UU Polri Digugat ke MK, Pemohon Persoalkan Satpam di Bawah Kewenangan Kapolri
- Antara
“Hal ini terjadi karena adanya potensi bisnis terselubung yang dipaksa dilegalkan untuk kepentingan karena pengaturan merupakan kewenangan Kapolri,” ujarnya.
Pemohon yang mengatakan berlakunya frasa tersebut menciptakan kesewenang-wenangan dan benturan dengan UU Ketenagakerjaan, menciptakan ketimpangan yang diartikan pengelolaan satuan pengamanan untuk strata kualifikasi, pendidikan, dan pelatihan, perpanjangan KTA dan sertifikasi di bawah naungan atau kendali Polri.
Sedangkan faktanya satpam adalah pekerja mandiri/swasta yang tunduk kepada UU Ketenagakerjaan.
Hal lainnya dilihat pada pergantian seragam dalam jangka lima tahun bisa berganti tiga kali, dan perpanjangan KTA yang harus dibayar oleh pekerja swasta sebesar Rp75 ribu, dan biaya pendidikan, pelatihan mencapai Rp17,5 juta.
Pemohon juga membandingkan sistem satuan pengamanan di Indonesia dengan sejumlah negara seperti Malaysia, dan Amerika Serikat.
Satpam di Malaysia, kata dia, regulator diatur oleh Kementerian Dalam Negeri melalui asosiasi industri pengamanan swasta dan agensi resmi bukan di bawah kendali Kepolisian Diraja Malaysia.
Dalam petitumnya, pemohon mengatakan Penjelasan Pasal 3 ayat (1) huruf c UU Polri tambahan Lembaran Negara RI nomor PAS 168 bertentangan dengan UUD 1945, dan tidak memiliki kekuatan hukum mengikat.

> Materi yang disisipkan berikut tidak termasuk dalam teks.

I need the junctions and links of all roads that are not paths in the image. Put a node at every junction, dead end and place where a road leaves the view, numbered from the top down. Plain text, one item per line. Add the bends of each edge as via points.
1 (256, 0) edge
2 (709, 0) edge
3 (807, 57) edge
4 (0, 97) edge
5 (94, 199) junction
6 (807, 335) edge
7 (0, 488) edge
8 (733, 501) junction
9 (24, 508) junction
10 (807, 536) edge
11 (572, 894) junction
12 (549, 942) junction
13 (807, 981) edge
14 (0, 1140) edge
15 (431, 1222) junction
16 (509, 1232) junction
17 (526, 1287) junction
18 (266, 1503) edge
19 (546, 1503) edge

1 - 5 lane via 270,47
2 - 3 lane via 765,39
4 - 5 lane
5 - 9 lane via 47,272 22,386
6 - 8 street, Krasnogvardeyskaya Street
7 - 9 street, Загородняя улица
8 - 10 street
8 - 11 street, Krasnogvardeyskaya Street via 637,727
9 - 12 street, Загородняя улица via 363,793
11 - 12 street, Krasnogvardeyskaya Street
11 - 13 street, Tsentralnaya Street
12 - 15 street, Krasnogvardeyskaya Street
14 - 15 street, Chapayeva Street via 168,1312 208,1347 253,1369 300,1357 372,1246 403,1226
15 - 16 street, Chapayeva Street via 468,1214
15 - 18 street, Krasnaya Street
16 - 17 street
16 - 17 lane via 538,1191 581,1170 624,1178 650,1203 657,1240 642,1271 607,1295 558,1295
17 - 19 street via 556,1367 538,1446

Wakil Ketua MK Saldi Isra dalam penasihatannya memastikan uji materiil yang diajukan pemohon tidak Ne bis in idem (tidak dapat digugat dua kali untuk perkara yang sama dengan alasan yang sama), karena pemohon sudah dua kali menggugat UU Polri.
“Ada yang membedakan permohonan-permohonan sebelumnya dengan permohonan ini. Misal soal dasar pengujian, kemudian alasan pengujian ya supaya jangan nanti masuk kategori ne bis in idem ya pak,” ujar Saldi.
Sementara itu, Hakim Konstitusi Adies Kadir memberikan nasihat untuk pemohon menjelaskan permohonan ini dengan dua permohonan sebelumnya, serta meminta menjelaskan kedudukan hukum apakah berprofesi sebagai satpam atau advokat.
Selain itu, Adies meminta kepada pemohon untuk menjelaskan persoalan konstitusional yang hendak diminta ke MK, yang mendalilkan bahwa keberadaan BUJP dalam penjelasan menyebabkan Polri menjadi pengusaha atau melakukan monopoli.
“Bagaimana pemohon menarik hubungan dari penyebutan BUJP dalam penjelasan menjadi kesimpulan bahwa Polri melakukan monopoli atau komersialisasi ini juga perlu dijelaskan,” pinta Adies.